Annotating cell types of single-cell RNA sequencing (scRNA-seq) data is crucial for studying cellular heterogeneity in the tumor microenvironment. Recently, large-scale pre-trained language models (PLMs) have achieved significant progress in cell-type annotation of scRNA-seq data. This approach effectively addresses previous methods' shortcomings in performance and generalization. However, fine-tuning PLMs for different downstream tasks demands considerable computational resources, rendering it impractical. Hence, a new research branch introduces parameter-efficient fine-tuning (PEFT). This involves optimizing a few parameters while leaving the majority unchanged, leading to substantial reductions in computational expenses. Here, we utilize scBERT, a large-scale pre-trained model, to explore the capabilities of three PEFT methods in scRNA-seq cell type annotation. Extensive benchmark studies across several datasets demonstrate the superior applicability of PEFT methods. Furthermore, downstream analysis using models obtained through PEFT showcases their utility in novel cell type discovery and model interpretability for potential marker genes. Our findings underscore the considerable potential of PEFT in PLM-based cell type annotation, presenting novel perspectives for the analysis of scRNA-seq data.

求助全文

通过发布文献求助，成功后即可免费获取论文全文。去求助

来源期刊

Methods 生物-生化研究方法

CiteScore

9.80

自引率

2.10%

发文量

222

审稿时长

11.3 weeks

期刊介绍： Methods focuses on rapidly developing techniques in the experimental biological and medical sciences.
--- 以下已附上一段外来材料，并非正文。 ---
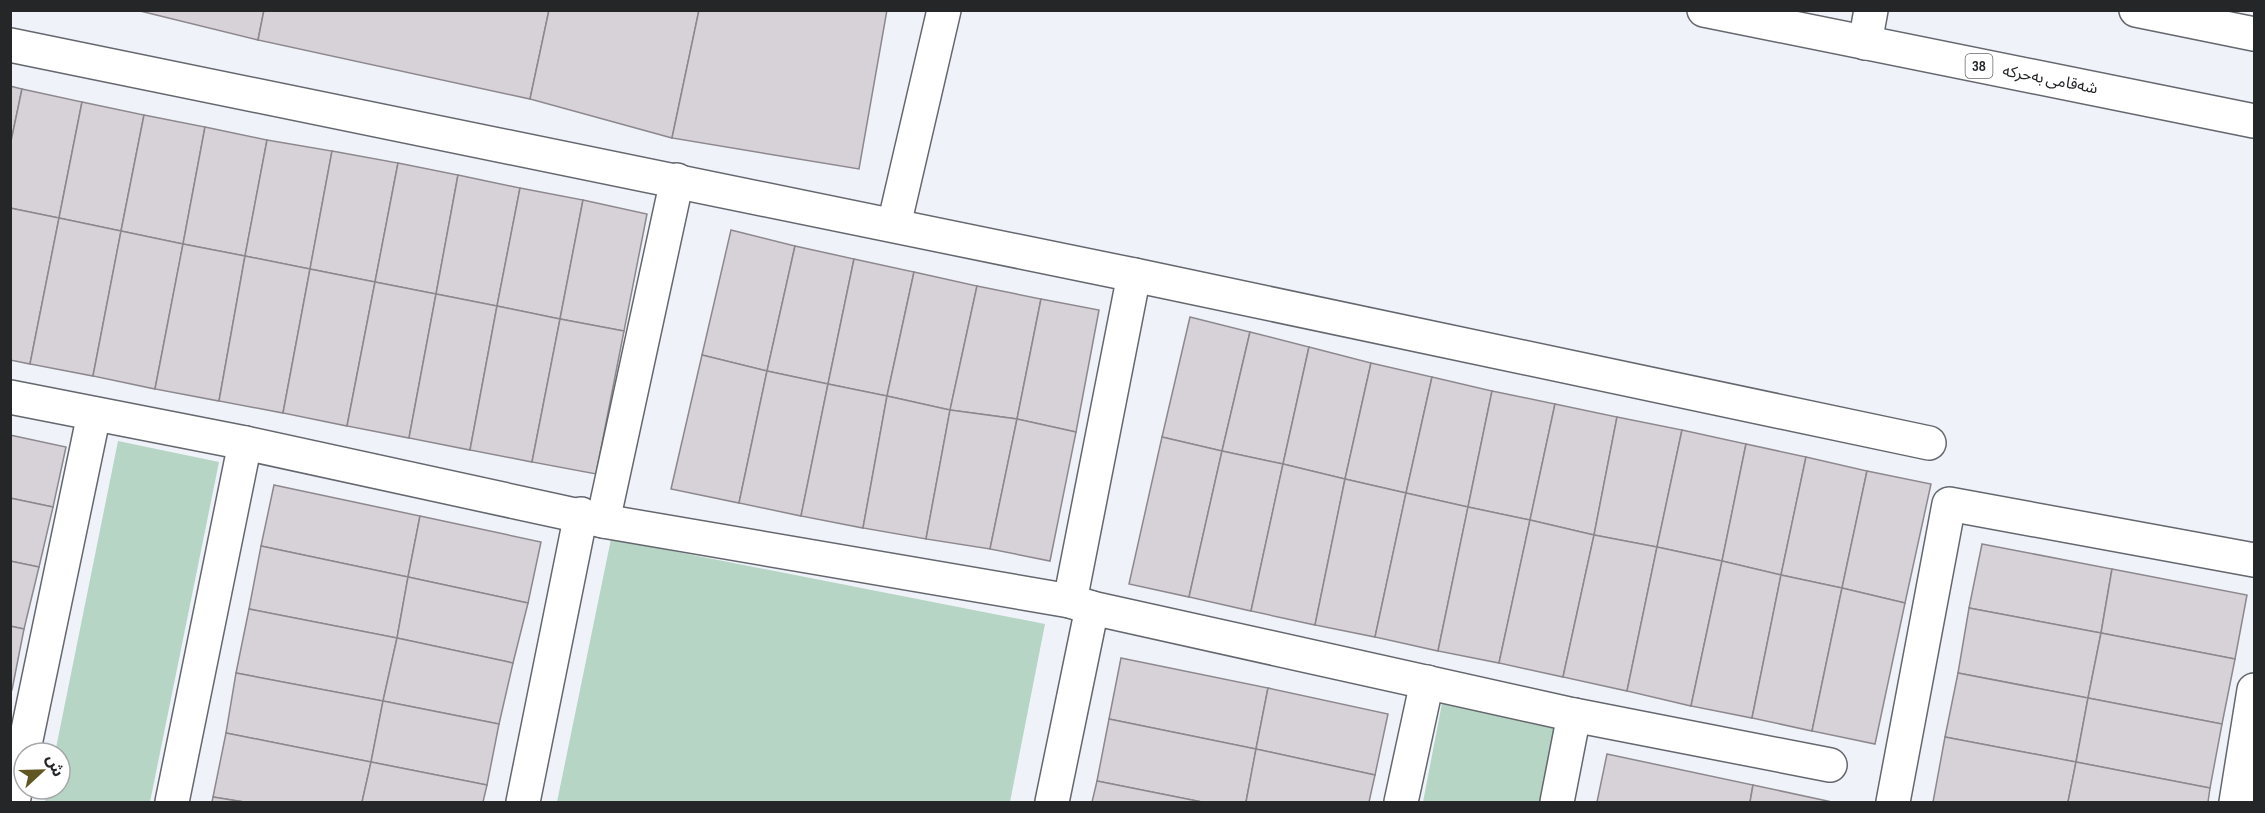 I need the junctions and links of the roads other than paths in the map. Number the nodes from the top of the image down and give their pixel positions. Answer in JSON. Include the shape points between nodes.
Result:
{"nodes":[{"id":1,"x":944,"y":10,"type":"edge"},
{"id":2,"x":1871,"y":10,"type":"edge"},
{"id":3,"x":2136,"y":10,"type":"edge"},
{"id":4,"x":1715,"y":12,"type":"edge"},
{"id":5,"x":2254,"y":29,"type":"edge"},
{"id":6,"x":1865,"y":43,"type":"junction"},
{"id":7,"x":10,"y":45,"type":"edge"},
{"id":8,"x":2254,"y":121,"type":"edge"},
{"id":9,"x":677,"y":180,"type":"junction"},
{"id":10,"x":894,"y":225,"type":"junction"},
{"id":11,"x":1134,"y":274,"type":"junction"},
{"id":12,"x":10,"y":398,"type":"edge"},
{"id":13,"x":94,"y":414,"type":"junction"},
{"id":14,"x":245,"y":443,"type":"junction"},
{"id":15,"x":1929,"y":443,"type":"dead end"},
{"id":16,"x":592,"y":517,"type":"junction"},
{"id":17,"x":2254,"y":560,"type":"edge"},
{"id":18,"x":1081,"y":605,"type":"junction"},
{"id":19,"x":1427,"y":682,"type":"junction"},
{"id":20,"x":2254,"y":690,"type":"edge"},
{"id":21,"x":1574,"y":715,"type":"junction"},
{"id":22,"x":1830,"y":765,"type":"dead end"},
{"id":23,"x":13,"y":802,"type":"edge"},
{"id":24,"x":172,"y":802,"type":"edge"},
{"id":25,"x":523,"y":802,"type":"edge"},
{"id":26,"x":1052,"y":802,"type":"edge"},
{"id":27,"x":1401,"y":802,"type":"edge"},
{"id":28,"x":1557,"y":802,"type":"edge"},
{"id":29,"x":1893,"y":802,"type":"edge"},
{"id":30,"x":2236,"y":802,"type":"edge"}],
"edges":[{"from":1,"to":10,"type":"street"},
{"from":2,"to":6,"type":"street"},
{"from":3,"to":5,"type":"street"},
{"from":4,"to":6,"type":"street","name":"شەقامی بەحرکە","number":"38"},
{"from":6,"to":8,"type":"street","name":"شەقامی بەحرکە","number":"38"},
{"from":7,"to":9,"type":"street"},
{"from":9,"to":10,"type":"street"},
{"from":9,"to":16,"type":"street"},
{"from":10,"to":11,"type":"street"},
{"from":11,"to":15,"type":"street"},
{"from":11,"to":18,"type":"street"},
{"from":12,"to":13,"type":"street"},
{"from":13,"to":14,"type":"street"},
{"from":13,"to":23,"type":"street"},
{"from":14,"to":16,"type":"street"},
{"from":14,"to":24,"type":"street"},
{"from":16,"to":18,"type":"street"},
{"from":16,"to":25,"type":"street"},
{"from":17,"to":29,"type":"street","via":[[1949,504]]},
{"from":18,"to":19,"type":"street"},
{"from":18,"to":26,"type":"street"},
{"from":19,"to":21,"type":"street"},
{"from":19,"to":27,"type":"street"},
{"from":20,"to":30,"type":"street"},
{"from":21,"to":22,"type":"street"},
{"from":21,"to":28,"type":"street"}]}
Each topical issue, organized by a guest editor who is an expert in the area covered, consists solely of invited quality articles by specialist authors, many of them reviews. Issues are devoted to specific technical approaches with emphasis on clear detailed descriptions of protocols that allow them to be reproduced easily. The background information provided enables researchers to understand the principles underlying the methods; other helpful sections include comparisons of alternative methods giving the advantages and disadvantages of particular methods, guidance on avoiding potential pitfalls, and suggestions for troubleshooting.